Flume从入门到放弃(二)

1 Flume事务

Flume从入门到放弃(二)_第1张图片

2 Flume Agent内部原理

Flume从入门到放弃(二)_第2张图片

2.1 ChannelSelector

ChannelSelector 的作用就是选出 Event 将要被发往哪个 Channel。其共有两种类型,分别是 Replicating(复制)和 Multiplexing(多路复用)。ReplicatingSelector 会将同一个 Event 发往所有的 Channel, Multiplexing 会根据相应的原则,将不同的 Event 发往不同的 Channel。

2.1.1 Replicating Channel Selector

属性名 默认值 说明
selector.type replicating 默认replicating,可用replicating或multiplexing
selector.optional - 可选的通道

例:

a1.sources = r1
a1.channels = c1 c2 c3
a1.sources.r1.channels = c1 c2 c3
a1.sources.r1.selector.type = replicating
a1.sources.r1.selector.optional = c3

c3是可选通道。写入c3的失败将被忽略。由于c1和c2没有标记为可选,因此无法写入这些通道将导致事务失败。
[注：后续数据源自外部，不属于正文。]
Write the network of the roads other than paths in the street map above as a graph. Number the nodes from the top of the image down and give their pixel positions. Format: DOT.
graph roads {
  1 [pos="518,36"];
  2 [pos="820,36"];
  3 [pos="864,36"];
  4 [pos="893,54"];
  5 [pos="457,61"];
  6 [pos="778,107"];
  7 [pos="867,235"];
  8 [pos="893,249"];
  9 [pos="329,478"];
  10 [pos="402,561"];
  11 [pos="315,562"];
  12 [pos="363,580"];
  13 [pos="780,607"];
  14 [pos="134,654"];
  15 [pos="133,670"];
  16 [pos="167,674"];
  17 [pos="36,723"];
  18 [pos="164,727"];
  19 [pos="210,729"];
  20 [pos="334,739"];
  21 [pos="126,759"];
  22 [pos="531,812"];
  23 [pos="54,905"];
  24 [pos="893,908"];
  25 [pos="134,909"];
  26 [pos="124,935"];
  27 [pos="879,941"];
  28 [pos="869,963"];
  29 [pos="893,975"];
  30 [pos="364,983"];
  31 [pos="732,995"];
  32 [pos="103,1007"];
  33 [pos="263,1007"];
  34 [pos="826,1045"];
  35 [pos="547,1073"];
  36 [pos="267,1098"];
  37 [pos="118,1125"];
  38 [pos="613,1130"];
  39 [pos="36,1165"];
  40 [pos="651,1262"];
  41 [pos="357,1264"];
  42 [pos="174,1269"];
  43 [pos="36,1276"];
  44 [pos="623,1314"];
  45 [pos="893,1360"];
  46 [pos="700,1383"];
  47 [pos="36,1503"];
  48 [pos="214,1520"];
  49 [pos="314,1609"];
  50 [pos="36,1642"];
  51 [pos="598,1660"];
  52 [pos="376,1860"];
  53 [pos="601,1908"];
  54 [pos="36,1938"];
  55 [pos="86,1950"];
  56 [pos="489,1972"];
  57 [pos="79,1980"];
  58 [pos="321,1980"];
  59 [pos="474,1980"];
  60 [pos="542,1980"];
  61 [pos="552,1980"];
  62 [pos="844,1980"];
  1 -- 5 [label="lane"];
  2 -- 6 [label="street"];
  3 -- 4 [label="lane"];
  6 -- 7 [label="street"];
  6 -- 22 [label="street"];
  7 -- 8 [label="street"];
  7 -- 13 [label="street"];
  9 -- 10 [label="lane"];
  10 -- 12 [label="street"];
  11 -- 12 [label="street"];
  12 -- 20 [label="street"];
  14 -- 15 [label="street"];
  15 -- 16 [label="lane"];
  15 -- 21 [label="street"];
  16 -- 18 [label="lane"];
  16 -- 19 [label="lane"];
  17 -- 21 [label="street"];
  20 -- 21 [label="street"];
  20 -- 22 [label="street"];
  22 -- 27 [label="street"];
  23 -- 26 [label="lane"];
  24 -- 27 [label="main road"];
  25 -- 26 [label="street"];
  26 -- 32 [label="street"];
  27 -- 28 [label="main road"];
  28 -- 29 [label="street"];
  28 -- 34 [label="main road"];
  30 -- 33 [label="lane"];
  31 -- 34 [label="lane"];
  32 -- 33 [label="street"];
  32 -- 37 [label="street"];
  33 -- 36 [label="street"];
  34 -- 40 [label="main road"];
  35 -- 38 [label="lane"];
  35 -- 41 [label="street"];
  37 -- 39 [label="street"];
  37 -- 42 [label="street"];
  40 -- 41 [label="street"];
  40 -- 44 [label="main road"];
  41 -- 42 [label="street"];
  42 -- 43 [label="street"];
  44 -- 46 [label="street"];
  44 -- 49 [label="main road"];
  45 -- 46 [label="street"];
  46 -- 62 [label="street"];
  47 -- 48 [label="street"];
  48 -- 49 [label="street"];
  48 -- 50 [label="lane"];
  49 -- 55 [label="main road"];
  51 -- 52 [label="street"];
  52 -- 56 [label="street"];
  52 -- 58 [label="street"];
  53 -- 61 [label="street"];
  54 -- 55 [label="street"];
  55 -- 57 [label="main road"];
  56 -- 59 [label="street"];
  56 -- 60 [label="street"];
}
2.1.2 Multiplexing Channel Selector

属性名 默认值 说明
selector.type replicating 默认replicating,可用replicating或multiplexing
selector.header flume.selector.header
selector.default -
selector.mapping.* -

多路复用选择具有另一组属性,以使流分叉。这需要指定Event属性到通道集合的映射。选择器检查Event Header中的每个已配置属性。如果它与指定值匹配,那么该事件将发送到映射到该值的所有通道。如果没有匹配项,则将事件发送到配置为默认值的一组通道。

例:

agent_foo.sources = avro-AppSrv-source1
agent_foo.sources.avro-AppSrv-source1.selector.type = multiplexing
agent_foo.sources.avro-AppSrv-source1.selector.header = State
agent_foo.sources.avro-AppSrv-source1.selector.mapping.CA = mem-channel-1
agent_foo.sources.avro-AppSrv-source1.selector.mapping.AZ = file-channel-2
agent_foo.sources.avro-AppSrv-source1.selector.mapping.NY = mem-channel-1 file-channel-2
agent_foo.sources.avro-AppSrv-source1.selector.default = mem-channel-

选择器会扫描Event Header的属性State,如果值为CA,则将其发送到mem-channel-1;如果其值为AZ,则将其发送到file-channel-2;如果值为NY,则两者都发送,如果未设置State标头或不匹配这三个标头中的任何一个,则它将转到指定为defaultmem-channel-1

选择器还支持可选通道。要为标头指定可选通道,可通过以下方式使用config参数“ optional”:

# channel selector configuration
agent_foo.sources.avro-AppSrv-source1.selector.type = multiplexing
agent_foo.sources.avro-AppSrv-source1.selector.header = State
agent_foo.sources.avro-AppSrv-source1.selector.mapping.CA = mem-channel-1
agent_foo.sources.avro-AppSrv-source1.selector.mapping.AZ = file-channel-2
agent_foo.sources.avro-AppSrv-source1.selector.mapping.NY = mem-channel-1 file-channel-2
agent_foo.sources.avro-AppSrv-source1.selector.optional.CA = mem-channel-1 file-channel-2
agent_foo.sources.avro-AppSrv-source1.selector.mapping.AZ = file-channel-2
agent_foo.sources.avro-AppSrv-source1.selector.default = mem-channel-1
  • 选择器将首先尝试写入required通道,如果其中一个通道消费Event失败将导致事务失败,事务将在所有required通道上重试。一旦所有required通道成功消费了Event,选择器将尝试写入所有可选通道,任何可选通道未能消费事件都将被忽略,不会重试。
  • 如果可选通道和特定标头的required通道之间存在重叠,则认为该通道是required的,并且该通道中的故障将导致重试整个required通道集。
  • 如果没有指定任何可选通道,将会尝试写入可选通道和默认通道。

2.2 Sink Processor

SinkProcessor 共 有 三 种 类 型 , 分 别 是 DefaultSinkProcessor 、LoadBalancingSinkProcessor 和 FailoverSinkProcessor DefaultSinkProcessor 对 应 的 是 单 个 的 Sink , LoadBalancingSinkProcessor 和FailoverSinkProcessor 对应的是 Sink Group, LoadBalancingSinkProcessor 可以实现负载均衡的功能, FailoverSinkProcessor 可以实现故障转移的功能。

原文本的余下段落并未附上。